[<prev] [next>] [<thread-prev] [thread-next>] [day] [month] [year] [list]
Message-ID: <AANLkTikt2D2ijwZxSst0R5=nLzMwxHh8sbYd=h_bFk6v@mail.gmail.com>
Date: Fri, 7 Jan 2011 00:16:31 -0500
From: Yuehai Xu <yuehaixu@...il.com>
To: linux-kernel@...r.kernel.org
Cc: axboe@...nel.dk, cmm@...ibm.com, rwheeler@...hat.com,
vgoyal@...hat.com, czoccolo@...il.com, yhxu@...ne.edu
Subject: Re: Who does determine the number of requests that can be serving
simultaneously in a storage?
Hi all,
I add a patch to kernel 2.6.35.7, in order to find out the number of
pending/serving requests regards to SSD, Intel_M. The benchmark I use
is postmark, access pattern is random small write. Below is the patch:
diff -Nur orig/block/blk-core.c new/block/blk-core.c
--- orig/block/blk-core.c 2011-01-06 23:57:39.000000000 -0500
+++ new/block/blk-core.c 2011-01-06 23:57:46.000000000 -0500
@@ -37,6 +37,10 @@
EXPORT_TRACEPOINT_SYMBOL_GPL(block_rq_remap);
EXPORT_TRACEPOINT_SYMBOL_GPL(block_bio_complete);
+#define complete_log(queue, fmt, args...) \
+ blk_add_trace_msg(queue, "yh " fmt, ##args)
+
static int __make_request(struct request_queue *q, struct bio *bio);
/*
@@ -1974,6 +1978,10 @@
if (!req->bio)
return false;
+ complete_log(req->q, "nr_sorted: %u, in_flight[0]: %u,
in_flight[1]: %u",
+ req->q->nr_sorted, req->q->in_flight[0], req->q->in_flight[1]);
+
trace_block_rq_complete(req->q, req);
/*
Here, I consider nr_sorted in "struct request_queue" as the number of
pending requests, while in_flight[0/1] represent for the number of
async/sync requests serving simultaneously in SSD. I think this little
patch should exactly show the pending/serving number of requests.

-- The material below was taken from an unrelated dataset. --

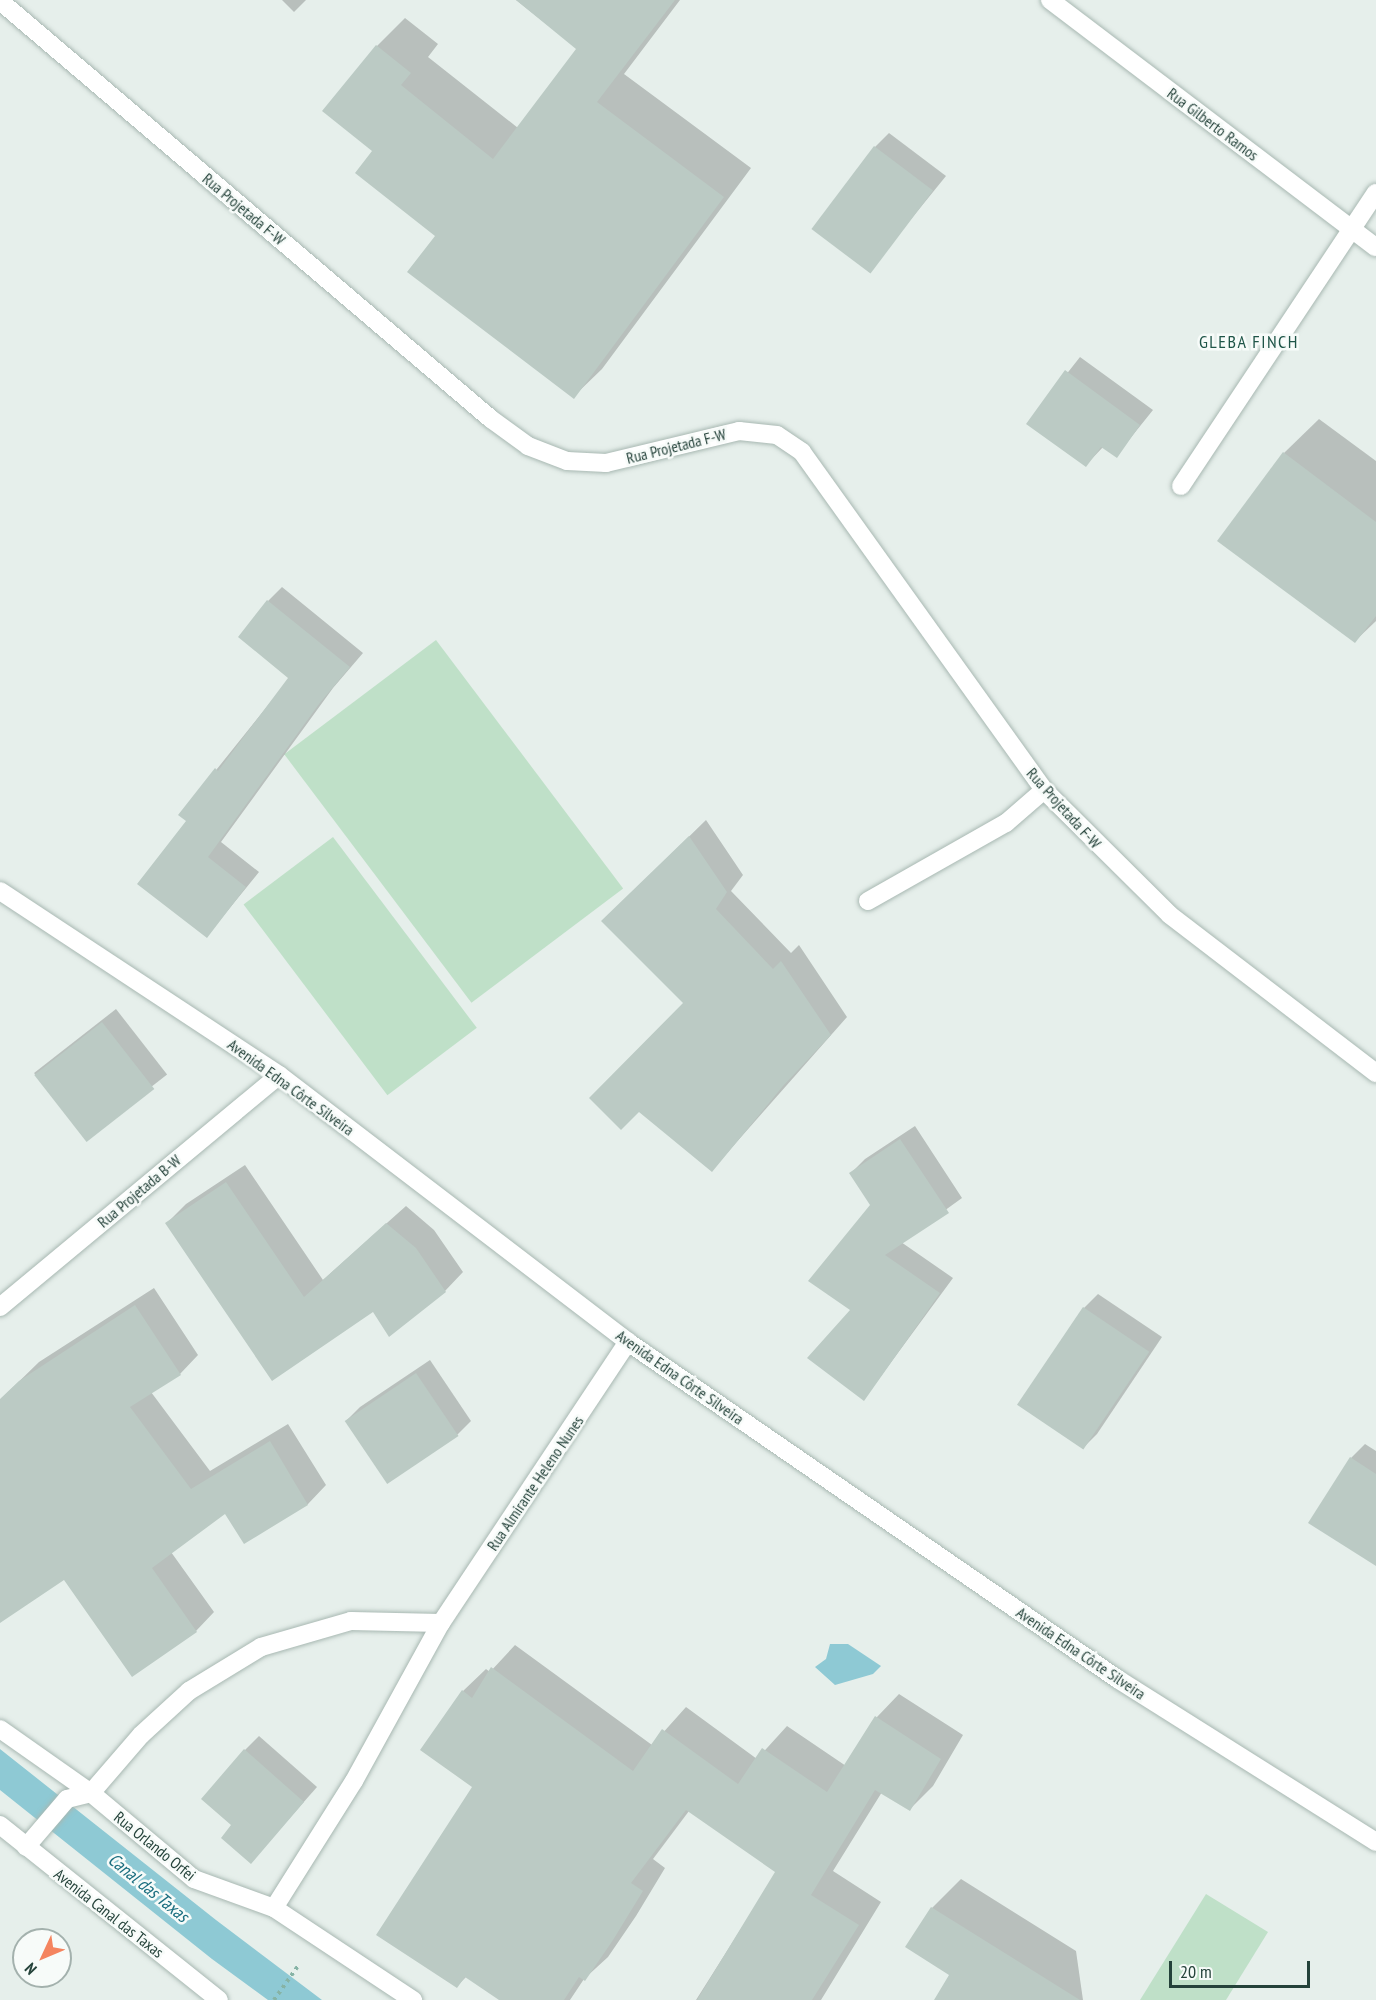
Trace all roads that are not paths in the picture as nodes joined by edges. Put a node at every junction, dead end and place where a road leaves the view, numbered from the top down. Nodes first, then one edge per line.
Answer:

The result from blkparse shows that the number of serving requests in
SSD is almost 1, while the pending number varies from tens to a
hundred. Since I only run a single process for postmark, does that
mean the number of requests in flight is always 1 even the storage is
SSD?
I have tested ext3/ext4/btrfs on cfq/deadline/noop, the numbers for
requests in flight are the same, almost no more than 1.
Thanks,
Yuehai
On Thu, Jan 6, 2011 at 10:21 PM, Yuehai Xu <yuehaixu@...il.com> wrote:
> Hi all,
>
> We know that couples of requests can be serving simultaneously in a
> storage because of NCQ. My question is that who does determine the
> exact number of the servicing requests in HDD or SSD? Since the
> capability for different storages(hdd/ssd) to server multiple requests
> is different, how the OS know the exact number of requests that can be
> served simultaneously?
>
> I fail to figure out the answer. I know the dispatch routine in I/O
> schedulers is elevator_dispatch_fn, which are invoked at two places.

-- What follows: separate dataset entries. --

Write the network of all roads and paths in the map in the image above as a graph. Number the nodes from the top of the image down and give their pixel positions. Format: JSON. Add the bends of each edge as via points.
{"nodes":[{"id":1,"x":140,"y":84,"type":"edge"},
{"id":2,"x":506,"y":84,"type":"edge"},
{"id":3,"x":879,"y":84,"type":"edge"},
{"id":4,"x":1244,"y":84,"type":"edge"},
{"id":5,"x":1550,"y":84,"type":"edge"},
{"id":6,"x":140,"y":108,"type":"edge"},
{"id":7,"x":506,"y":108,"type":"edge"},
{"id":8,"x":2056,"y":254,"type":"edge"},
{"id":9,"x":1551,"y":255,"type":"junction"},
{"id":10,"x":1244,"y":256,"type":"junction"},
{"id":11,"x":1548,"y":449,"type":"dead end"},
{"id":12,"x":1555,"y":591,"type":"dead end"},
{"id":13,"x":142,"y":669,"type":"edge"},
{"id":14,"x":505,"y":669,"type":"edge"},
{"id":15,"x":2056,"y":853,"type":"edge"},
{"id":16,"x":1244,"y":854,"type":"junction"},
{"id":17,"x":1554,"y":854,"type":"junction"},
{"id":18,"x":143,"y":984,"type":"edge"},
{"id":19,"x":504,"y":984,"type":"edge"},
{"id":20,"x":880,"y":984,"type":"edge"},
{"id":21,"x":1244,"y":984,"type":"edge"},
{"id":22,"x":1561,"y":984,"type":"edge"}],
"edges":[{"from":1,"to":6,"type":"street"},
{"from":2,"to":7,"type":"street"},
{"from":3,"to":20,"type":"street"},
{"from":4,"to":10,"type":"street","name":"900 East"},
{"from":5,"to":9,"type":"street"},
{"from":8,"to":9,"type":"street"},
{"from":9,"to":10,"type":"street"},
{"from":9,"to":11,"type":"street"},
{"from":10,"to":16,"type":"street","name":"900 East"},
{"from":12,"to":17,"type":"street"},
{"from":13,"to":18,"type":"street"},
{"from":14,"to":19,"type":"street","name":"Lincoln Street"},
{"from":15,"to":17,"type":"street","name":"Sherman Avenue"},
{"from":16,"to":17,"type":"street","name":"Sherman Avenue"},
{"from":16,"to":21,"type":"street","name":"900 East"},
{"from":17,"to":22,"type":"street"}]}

> One is in __elv_next_request(), the other is elv_drain_elevator(). I
> fail to figure out the exact condition to trigger the routine of
> elv_drain_elevator(), from the source code, I know that it should
> dispatch all the requests in pending queue to "request_queue", from
> which the request is selected to dispatch into device driver.
>
> For __elv_next_request(), it is actually invoked by
> blk_peek_reqeust(), which is invoked by blk_fetch_request(). From
> their comments, I know that only a request should be fetched from
> "request_queue" and this request should be dispatched into
> corresponding device driver. However, I notice that blk_fetch_request
> is invoked at a number of places, it fetches the requests endlessly
> with different stop condition. Which condition is the exact one that
> control the number of requests which can be served at the same time?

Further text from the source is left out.